Code Complete

20. The Software-Quality Landscape

20.1 Characteristics of Software Quality

External characteristics of software reviewed: correctness, usability, efficiency, reliability, integrity, adaptability, accuracy, and robustness. There is some overlap between them, but they have different shades of meaning. They are the only kind of software characteristic that users care about.

Internal characteristics of software reviewed: maintainability, flexibility, portability, reusability, readability, testability, and understandability. Similar to external characteristics, they overlap. Indeed there’s even overlap between external and internal characteristics themselves. Some make life easier for the user or programmer (e.g., focusing on correctness hurts robustness). However, the relations between the characteristics change when different projects are taken into account.

20.2 Techniques for Improving Software Quality

Software quality assurance is a planned and systematic program of activities designed to ensure a system has the desired characteristics. You can’t just focus on the product, you have to focus on the development process as well.

To further the quality of your software, you must set software quality objectives and make the quality activity explicit. Without setting objectives, the product and development teams will work to maximize characteristics other than the ones actually wanted. It is imperative that problems are caught at the lowest cost/earliest stage.

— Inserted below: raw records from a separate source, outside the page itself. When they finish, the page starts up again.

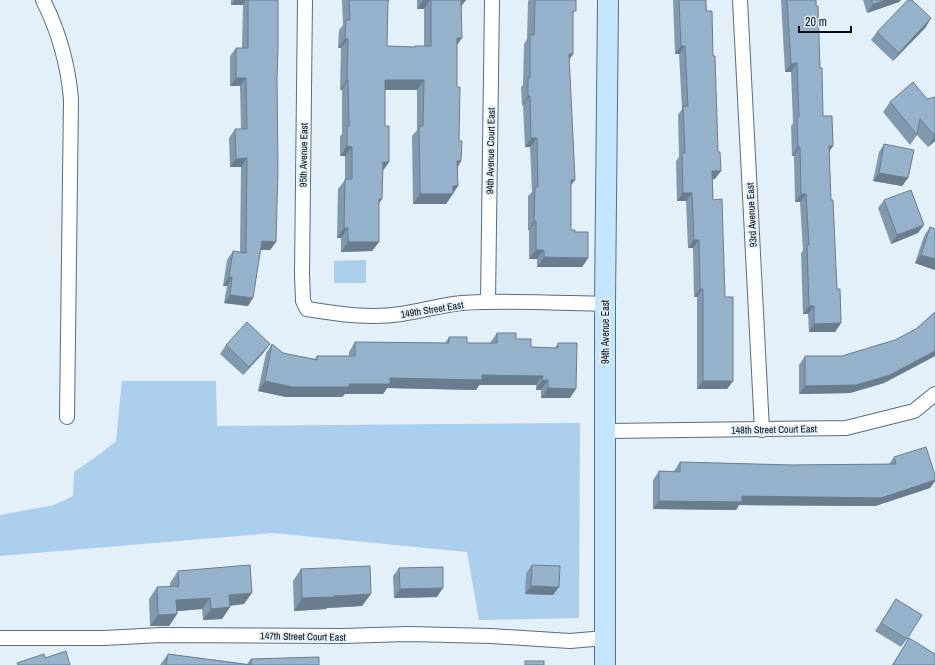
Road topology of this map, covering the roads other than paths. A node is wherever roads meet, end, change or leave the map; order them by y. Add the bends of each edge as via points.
1 (43, 0) edge
2 (305, 0) edge
3 (492, 0) edge
4 (608, 0) edge
5 (740, 0) edge
6 (488, 302) junction
7 (605, 304) junction
8 (307, 308) joint
9 (935, 394) edge
10 (67, 417) dead end
11 (762, 430) junction
12 (606, 431) junction
13 (0, 638) edge
14 (605, 638) junction
15 (605, 665) edge

1 - 10 street via 65,57 71,99
2 - 8 street, 95th Avenue East via 302,274 303,301
3 - 6 street, 94th Avenue Court East
4 - 7 main road, 94th Avenue East
5 - 11 street, 93rd Avenue East
6 - 7 street, 149th Street East
6 - 8 street, 149th Street East via 443,305 385,315 337,314
7 - 12 main road, 94th Avenue East
9 - 11 street, 148th Street Court East via 914,411 846,428
11 - 12 street, 148th Street Court East
12 - 14 main road, 94th Avenue East
13 - 14 street, 147th Street Court East via 408,634 570,641
14 - 15 main road, 94th Avenue East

The organization must show the developers through explicit quality steps that quality is a priority. Too often quality is perceived as a secondary goal. Quick and dirty programming is the rule rather than the exception.

Foundations of Software Quality

  • Testing strategy: can provide a detailed assessment of a product’s reliability. However, it is often relied upon too much to assess and improve quality
  • Software engineering guidelines: should control the character of the software as it is developed. This applies to all development activities: problem definition, requirements development, architecture, construction, and system testing.
  • Informal technical reviews: include desk-checking design and code, walking through the code with peers, or “code review.”
  • Formal technical reviews: are a quality gate. Quality gates should be used to transition between the different stages of the software development lifecycle. The gate doesn’t mean 100% complete or frozen. Just good enough to support the downstream activities. A gate can be an inspection, peer review, customer review, or an audit.
  • External audits

Setting Objectives (468)

Programmers can’t respond to a set of objectives that frequently change or are impossible to meet. A study conducted by Gerald Weinberg and Edward Schulman found that developers respond to clear expectations in regards to code quality objectives. However, when the objectives conflict then it’s generally not possible (or impossible) to do well on all of them.